In Italy friends celebrate Easter on Monday for what is called "Pasquetta" or Little Easter, it's usually celebrated with road trips, lots of wine, good laughs and of course, with food.
This year for Pasquetta I decided to have a potluck with friends. We would "roadtrip" to Central Park where we could nosh on all kind of yummies but, unlike Mediterranean Italy, New York's weather didn't really cooperate with that idea. So I've put Pasquetta on a delay. I know I'm not alone in wanting these New York days to turn from cold and glum to warm and sunny.
In addition to the weather a real Monday Pasquetta is a bit of a planning nightmare when Americans don't get Monday off as a given. The Italians do know how to leisure like the best of them, and they can't be faulted for that.
Maybe we can start a petition for Pasquetta monday so I don't have to bribe my friends into using vacation days for a Spring potluck?
Anyway, Pasqua must go on and there's no Easter without lamb. I am but one little lady so as much love as I have for lamb I really don't need a whole leg. I opted for a rack of lamb. A bit pricey, but I thought, "It will be so worth it!" And oh, my god, it was.

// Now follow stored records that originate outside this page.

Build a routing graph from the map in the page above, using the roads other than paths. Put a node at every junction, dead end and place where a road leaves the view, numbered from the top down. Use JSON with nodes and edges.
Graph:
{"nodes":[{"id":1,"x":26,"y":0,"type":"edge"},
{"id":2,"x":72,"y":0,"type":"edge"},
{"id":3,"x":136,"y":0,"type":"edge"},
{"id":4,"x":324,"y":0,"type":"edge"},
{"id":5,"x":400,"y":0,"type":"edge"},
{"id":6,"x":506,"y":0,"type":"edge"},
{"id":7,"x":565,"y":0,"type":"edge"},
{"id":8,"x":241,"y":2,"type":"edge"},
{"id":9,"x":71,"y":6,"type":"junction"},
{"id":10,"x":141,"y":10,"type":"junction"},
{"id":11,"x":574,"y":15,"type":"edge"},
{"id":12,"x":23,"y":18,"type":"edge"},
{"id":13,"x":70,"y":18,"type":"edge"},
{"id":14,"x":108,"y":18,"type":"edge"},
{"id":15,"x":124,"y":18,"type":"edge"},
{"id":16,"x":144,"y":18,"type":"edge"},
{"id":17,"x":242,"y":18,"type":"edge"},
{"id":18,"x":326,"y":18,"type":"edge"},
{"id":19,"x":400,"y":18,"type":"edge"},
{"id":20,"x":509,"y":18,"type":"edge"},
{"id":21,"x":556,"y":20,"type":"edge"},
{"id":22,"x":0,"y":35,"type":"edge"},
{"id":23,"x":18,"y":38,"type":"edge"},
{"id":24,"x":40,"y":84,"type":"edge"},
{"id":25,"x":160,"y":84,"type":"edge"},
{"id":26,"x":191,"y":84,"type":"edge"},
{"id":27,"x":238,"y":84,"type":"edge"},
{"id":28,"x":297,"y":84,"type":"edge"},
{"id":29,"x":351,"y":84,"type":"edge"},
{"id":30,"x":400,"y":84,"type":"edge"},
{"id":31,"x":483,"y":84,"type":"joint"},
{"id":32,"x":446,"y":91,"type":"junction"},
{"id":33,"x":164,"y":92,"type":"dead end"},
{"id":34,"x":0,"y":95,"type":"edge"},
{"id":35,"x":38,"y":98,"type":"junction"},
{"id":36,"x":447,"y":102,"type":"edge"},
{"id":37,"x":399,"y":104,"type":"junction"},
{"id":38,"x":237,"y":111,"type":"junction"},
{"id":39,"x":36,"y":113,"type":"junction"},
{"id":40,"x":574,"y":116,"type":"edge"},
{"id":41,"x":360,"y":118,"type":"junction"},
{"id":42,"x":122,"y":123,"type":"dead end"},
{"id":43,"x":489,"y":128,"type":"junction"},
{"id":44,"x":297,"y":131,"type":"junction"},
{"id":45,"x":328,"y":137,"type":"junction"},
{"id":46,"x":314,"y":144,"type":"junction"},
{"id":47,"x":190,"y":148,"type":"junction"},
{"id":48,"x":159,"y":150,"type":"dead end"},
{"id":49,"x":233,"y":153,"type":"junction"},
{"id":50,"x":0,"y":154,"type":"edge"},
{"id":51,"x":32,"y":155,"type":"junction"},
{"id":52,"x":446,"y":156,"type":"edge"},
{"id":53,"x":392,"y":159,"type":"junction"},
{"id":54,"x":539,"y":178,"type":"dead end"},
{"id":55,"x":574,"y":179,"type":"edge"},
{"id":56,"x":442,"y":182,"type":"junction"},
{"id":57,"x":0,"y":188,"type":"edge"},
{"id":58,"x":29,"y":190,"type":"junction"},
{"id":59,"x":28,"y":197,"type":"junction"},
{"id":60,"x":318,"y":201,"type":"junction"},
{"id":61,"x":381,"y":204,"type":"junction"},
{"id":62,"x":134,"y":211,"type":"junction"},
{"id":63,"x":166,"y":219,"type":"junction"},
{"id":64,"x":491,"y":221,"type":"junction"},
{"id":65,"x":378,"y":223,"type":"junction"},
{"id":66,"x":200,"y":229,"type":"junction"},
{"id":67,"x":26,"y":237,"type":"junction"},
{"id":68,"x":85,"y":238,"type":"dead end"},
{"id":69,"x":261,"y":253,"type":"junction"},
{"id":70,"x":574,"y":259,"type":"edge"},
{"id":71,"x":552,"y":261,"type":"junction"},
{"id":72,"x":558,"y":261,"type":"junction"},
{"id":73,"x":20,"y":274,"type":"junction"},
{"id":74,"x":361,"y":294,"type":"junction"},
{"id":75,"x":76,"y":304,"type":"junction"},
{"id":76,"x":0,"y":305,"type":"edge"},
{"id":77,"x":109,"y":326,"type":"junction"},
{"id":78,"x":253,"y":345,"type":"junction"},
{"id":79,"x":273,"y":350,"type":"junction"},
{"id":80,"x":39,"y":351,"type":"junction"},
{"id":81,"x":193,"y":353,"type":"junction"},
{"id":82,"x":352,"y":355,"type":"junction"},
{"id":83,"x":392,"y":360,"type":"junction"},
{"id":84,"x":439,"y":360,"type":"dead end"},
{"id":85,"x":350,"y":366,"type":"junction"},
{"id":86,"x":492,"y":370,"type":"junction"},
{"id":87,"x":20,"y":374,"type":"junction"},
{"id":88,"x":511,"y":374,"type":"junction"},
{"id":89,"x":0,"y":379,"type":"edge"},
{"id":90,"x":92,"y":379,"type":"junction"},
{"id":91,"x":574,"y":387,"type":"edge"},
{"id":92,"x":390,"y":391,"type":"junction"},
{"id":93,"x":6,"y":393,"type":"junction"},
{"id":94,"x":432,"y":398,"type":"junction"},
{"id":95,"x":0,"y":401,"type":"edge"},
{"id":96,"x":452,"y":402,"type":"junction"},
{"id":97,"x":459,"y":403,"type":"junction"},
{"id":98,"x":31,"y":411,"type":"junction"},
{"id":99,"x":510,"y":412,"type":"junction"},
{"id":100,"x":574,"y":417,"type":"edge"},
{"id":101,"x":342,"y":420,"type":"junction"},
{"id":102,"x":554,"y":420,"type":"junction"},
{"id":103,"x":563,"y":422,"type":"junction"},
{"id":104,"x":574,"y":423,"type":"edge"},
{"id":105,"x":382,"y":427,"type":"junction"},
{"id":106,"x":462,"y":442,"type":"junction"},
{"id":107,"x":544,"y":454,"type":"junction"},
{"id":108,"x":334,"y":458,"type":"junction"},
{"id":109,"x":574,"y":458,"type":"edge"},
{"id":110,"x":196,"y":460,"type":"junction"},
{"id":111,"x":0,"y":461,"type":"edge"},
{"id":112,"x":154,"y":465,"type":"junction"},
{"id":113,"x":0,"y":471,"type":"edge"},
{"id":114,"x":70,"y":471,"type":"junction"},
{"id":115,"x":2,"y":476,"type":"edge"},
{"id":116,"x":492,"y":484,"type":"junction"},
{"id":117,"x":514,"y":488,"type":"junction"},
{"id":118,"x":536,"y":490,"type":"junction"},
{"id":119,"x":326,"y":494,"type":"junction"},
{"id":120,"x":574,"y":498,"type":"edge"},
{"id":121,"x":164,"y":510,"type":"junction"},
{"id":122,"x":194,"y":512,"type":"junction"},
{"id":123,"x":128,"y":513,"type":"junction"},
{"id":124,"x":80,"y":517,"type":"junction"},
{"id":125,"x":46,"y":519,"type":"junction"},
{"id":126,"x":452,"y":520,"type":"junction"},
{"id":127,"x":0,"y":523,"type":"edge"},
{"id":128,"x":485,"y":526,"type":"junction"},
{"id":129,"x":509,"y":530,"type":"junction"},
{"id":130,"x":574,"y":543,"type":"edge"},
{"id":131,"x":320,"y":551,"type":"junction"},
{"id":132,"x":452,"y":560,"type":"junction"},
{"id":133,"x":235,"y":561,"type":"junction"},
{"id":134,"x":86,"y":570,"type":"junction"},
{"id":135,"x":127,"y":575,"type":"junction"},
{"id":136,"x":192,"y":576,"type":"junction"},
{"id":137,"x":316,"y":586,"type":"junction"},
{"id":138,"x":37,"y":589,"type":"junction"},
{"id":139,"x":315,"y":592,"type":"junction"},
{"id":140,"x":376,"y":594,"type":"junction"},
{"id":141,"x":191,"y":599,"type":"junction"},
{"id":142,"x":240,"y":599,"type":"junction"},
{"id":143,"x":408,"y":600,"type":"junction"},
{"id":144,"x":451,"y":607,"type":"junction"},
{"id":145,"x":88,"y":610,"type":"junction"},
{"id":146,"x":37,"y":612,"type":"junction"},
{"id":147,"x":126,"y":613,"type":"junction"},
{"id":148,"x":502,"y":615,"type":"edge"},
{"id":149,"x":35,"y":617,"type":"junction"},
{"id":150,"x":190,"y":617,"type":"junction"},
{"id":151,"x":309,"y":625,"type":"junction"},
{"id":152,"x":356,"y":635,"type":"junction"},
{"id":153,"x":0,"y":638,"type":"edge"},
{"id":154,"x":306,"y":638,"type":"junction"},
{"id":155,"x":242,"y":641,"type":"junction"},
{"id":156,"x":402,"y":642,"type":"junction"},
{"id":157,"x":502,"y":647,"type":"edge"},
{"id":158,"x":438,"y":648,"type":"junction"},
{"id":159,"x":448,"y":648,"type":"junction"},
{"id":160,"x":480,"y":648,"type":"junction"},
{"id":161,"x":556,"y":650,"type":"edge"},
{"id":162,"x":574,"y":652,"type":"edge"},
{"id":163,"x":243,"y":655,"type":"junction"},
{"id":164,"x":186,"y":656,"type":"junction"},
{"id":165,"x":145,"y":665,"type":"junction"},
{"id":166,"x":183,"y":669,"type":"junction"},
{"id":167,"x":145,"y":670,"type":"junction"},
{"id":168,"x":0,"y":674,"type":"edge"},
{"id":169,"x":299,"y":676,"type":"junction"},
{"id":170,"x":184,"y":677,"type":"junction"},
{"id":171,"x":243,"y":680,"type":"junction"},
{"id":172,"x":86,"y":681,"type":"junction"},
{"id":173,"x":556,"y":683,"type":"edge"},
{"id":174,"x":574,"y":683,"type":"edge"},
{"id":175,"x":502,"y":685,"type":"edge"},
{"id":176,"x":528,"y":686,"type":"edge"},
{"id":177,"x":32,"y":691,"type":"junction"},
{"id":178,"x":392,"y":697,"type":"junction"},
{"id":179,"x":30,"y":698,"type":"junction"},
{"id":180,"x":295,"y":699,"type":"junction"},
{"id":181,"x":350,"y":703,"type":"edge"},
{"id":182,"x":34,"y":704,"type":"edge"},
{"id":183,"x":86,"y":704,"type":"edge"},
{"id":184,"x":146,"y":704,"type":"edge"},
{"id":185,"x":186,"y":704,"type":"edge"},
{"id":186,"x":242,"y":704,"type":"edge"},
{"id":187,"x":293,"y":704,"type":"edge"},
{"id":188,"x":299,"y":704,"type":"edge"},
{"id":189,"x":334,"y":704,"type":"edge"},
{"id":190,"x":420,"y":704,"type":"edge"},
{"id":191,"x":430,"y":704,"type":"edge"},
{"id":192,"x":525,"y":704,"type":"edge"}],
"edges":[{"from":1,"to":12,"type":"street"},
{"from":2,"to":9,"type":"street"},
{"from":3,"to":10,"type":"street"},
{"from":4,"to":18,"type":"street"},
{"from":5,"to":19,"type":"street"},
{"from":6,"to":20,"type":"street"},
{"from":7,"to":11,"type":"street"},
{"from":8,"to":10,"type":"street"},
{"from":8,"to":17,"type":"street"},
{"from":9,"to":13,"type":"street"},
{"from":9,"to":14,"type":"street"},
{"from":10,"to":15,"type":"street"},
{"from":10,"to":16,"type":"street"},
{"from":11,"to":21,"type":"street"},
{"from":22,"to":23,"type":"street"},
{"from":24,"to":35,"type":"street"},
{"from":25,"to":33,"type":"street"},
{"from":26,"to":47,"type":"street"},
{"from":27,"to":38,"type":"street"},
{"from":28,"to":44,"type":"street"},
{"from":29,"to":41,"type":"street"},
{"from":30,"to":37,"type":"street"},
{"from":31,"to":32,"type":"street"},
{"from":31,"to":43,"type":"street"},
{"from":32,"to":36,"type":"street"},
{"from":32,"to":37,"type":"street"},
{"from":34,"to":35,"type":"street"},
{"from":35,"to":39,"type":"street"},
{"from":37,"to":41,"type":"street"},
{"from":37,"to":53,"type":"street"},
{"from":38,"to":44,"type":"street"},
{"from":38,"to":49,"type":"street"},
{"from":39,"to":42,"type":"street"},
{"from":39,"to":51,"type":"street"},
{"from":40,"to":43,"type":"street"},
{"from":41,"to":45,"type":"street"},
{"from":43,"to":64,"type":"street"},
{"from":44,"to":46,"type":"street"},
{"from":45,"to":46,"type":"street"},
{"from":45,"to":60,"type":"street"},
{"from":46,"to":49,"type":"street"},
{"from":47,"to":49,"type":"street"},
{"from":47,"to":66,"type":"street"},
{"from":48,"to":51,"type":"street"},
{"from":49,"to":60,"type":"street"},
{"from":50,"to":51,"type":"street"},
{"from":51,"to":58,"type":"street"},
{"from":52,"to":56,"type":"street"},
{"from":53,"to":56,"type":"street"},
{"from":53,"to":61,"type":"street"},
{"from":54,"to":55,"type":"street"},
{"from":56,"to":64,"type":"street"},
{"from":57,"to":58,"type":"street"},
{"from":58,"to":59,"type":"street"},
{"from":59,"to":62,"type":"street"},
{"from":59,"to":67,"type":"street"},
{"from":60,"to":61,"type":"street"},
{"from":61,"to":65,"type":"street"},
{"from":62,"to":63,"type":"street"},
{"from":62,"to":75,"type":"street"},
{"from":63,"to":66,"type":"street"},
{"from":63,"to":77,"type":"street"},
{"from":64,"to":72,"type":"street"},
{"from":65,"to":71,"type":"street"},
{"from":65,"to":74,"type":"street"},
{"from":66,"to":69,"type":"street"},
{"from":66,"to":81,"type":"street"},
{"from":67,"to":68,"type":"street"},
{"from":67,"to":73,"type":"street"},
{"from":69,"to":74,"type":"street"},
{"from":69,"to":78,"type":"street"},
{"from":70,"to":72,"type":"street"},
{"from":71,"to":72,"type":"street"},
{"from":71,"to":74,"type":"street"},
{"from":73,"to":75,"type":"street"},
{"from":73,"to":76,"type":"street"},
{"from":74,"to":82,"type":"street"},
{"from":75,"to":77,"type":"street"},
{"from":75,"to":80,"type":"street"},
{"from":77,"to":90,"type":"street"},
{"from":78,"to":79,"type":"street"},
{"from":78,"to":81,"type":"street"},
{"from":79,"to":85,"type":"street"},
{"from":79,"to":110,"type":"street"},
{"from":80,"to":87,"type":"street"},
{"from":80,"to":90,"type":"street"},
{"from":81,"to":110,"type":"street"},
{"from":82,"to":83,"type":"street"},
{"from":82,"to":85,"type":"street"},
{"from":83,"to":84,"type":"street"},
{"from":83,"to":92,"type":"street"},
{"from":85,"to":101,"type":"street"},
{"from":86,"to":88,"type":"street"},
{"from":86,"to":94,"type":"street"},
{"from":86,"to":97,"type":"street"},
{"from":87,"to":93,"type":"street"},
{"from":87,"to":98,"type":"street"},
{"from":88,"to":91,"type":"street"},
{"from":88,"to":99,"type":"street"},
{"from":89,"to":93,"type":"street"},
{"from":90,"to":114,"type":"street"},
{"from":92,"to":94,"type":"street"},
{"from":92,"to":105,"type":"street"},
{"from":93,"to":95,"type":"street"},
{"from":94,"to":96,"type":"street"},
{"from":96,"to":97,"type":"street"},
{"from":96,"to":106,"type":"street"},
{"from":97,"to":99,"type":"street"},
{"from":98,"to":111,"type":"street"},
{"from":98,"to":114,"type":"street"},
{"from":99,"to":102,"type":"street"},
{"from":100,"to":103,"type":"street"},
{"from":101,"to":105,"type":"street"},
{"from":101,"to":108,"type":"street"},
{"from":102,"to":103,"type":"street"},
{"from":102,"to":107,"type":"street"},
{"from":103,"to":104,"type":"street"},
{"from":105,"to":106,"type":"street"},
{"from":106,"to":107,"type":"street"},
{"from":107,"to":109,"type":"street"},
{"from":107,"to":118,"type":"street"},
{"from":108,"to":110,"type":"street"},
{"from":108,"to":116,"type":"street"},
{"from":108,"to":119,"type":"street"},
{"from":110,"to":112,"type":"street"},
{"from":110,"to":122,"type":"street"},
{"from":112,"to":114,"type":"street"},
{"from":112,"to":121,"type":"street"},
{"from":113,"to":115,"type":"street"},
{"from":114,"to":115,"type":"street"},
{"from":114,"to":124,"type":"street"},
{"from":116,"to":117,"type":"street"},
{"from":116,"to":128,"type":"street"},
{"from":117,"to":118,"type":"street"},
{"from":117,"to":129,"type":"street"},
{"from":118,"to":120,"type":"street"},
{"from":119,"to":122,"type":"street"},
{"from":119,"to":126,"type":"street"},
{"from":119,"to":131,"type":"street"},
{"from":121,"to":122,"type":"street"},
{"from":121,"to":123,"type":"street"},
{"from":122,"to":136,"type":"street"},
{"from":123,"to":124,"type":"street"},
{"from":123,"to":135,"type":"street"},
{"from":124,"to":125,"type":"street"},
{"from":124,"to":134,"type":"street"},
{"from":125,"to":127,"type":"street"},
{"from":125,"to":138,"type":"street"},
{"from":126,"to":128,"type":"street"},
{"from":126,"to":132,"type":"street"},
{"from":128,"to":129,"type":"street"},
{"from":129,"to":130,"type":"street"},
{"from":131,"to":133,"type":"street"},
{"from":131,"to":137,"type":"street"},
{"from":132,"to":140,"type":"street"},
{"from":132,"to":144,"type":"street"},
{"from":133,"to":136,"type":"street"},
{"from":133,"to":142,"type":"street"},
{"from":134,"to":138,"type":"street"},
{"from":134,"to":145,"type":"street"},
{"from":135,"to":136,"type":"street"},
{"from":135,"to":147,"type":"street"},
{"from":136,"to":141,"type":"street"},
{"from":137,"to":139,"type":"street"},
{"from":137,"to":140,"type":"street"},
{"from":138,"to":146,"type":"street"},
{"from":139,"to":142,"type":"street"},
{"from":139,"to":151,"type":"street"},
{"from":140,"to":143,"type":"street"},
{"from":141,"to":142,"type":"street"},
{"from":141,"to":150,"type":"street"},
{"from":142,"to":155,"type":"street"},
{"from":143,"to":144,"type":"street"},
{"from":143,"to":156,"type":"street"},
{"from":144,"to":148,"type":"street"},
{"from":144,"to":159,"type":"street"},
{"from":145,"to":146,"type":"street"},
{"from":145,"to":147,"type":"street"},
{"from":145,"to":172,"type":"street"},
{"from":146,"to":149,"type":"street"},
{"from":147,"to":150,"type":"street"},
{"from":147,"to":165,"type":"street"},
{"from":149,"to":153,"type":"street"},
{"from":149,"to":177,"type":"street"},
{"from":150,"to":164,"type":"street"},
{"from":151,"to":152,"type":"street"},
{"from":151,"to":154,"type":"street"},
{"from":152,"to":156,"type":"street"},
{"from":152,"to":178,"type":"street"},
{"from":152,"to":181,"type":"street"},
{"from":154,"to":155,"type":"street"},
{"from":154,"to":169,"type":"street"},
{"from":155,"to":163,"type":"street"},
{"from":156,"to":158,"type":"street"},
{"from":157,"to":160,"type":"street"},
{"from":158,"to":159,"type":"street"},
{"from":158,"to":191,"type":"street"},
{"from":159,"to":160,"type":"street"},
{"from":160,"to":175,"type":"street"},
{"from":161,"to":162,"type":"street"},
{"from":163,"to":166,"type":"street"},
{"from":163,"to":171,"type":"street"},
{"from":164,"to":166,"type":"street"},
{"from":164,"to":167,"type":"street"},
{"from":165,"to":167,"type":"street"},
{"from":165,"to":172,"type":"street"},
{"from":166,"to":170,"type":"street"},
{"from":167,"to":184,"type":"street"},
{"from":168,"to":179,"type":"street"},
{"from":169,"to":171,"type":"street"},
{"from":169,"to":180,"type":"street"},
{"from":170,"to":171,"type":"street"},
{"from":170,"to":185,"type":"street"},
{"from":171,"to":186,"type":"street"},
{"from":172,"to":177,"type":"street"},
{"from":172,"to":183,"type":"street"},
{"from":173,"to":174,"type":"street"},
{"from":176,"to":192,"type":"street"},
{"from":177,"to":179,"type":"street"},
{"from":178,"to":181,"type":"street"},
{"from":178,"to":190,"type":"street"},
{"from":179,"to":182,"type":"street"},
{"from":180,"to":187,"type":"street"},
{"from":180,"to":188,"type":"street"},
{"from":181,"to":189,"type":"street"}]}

I purchased a rack and then sliced it into rib chops to increase the marinade to meat coverage and I don't think this was a bad decision at all. I like the extra grill char in each tender bite and the subtle marinade really allowed the lamb to shine through on it's own without being overwhelmed by the spices used.
I marinated for two days (flipping the chops on day two) simply because of a busy weekend, but a few hours or an overnight marinade would suit these chops just fine.
These little guys make for great picnic packing or road trip chomping if you can get them to your basket or car. I tasted one or two - ok... three - while taking pictures of the final product because they were so delicious I couldn't help myself. When grilled to medium-rare or medium perfection, I will not lead you astray these are best served piping hot but in a pinch, or on a wine-laden picnic, eating these warm won't get you any complaints.
1 2 1/2 to 3 lb rack of lamb
1/2 cup dry white wine
6 tbsps good olive oil
1 sprig fresh rosemary
5-6 fresh sage leaves
2 fresh bay leaves
kosher salt to taste
Slice lamb into rib chops and sprinkle both sides with a pinch of salt. Place lamb in a container suitable to marinade, a bag is fine if you can keep the meat well covered. Finely chop the herbs and combine with olive oil and white wine, pour over lamb and refrigerate for 4 hours to 2 days!
Grill to medium, over direct heat for a nice char but a medium cook. About two minutes per side.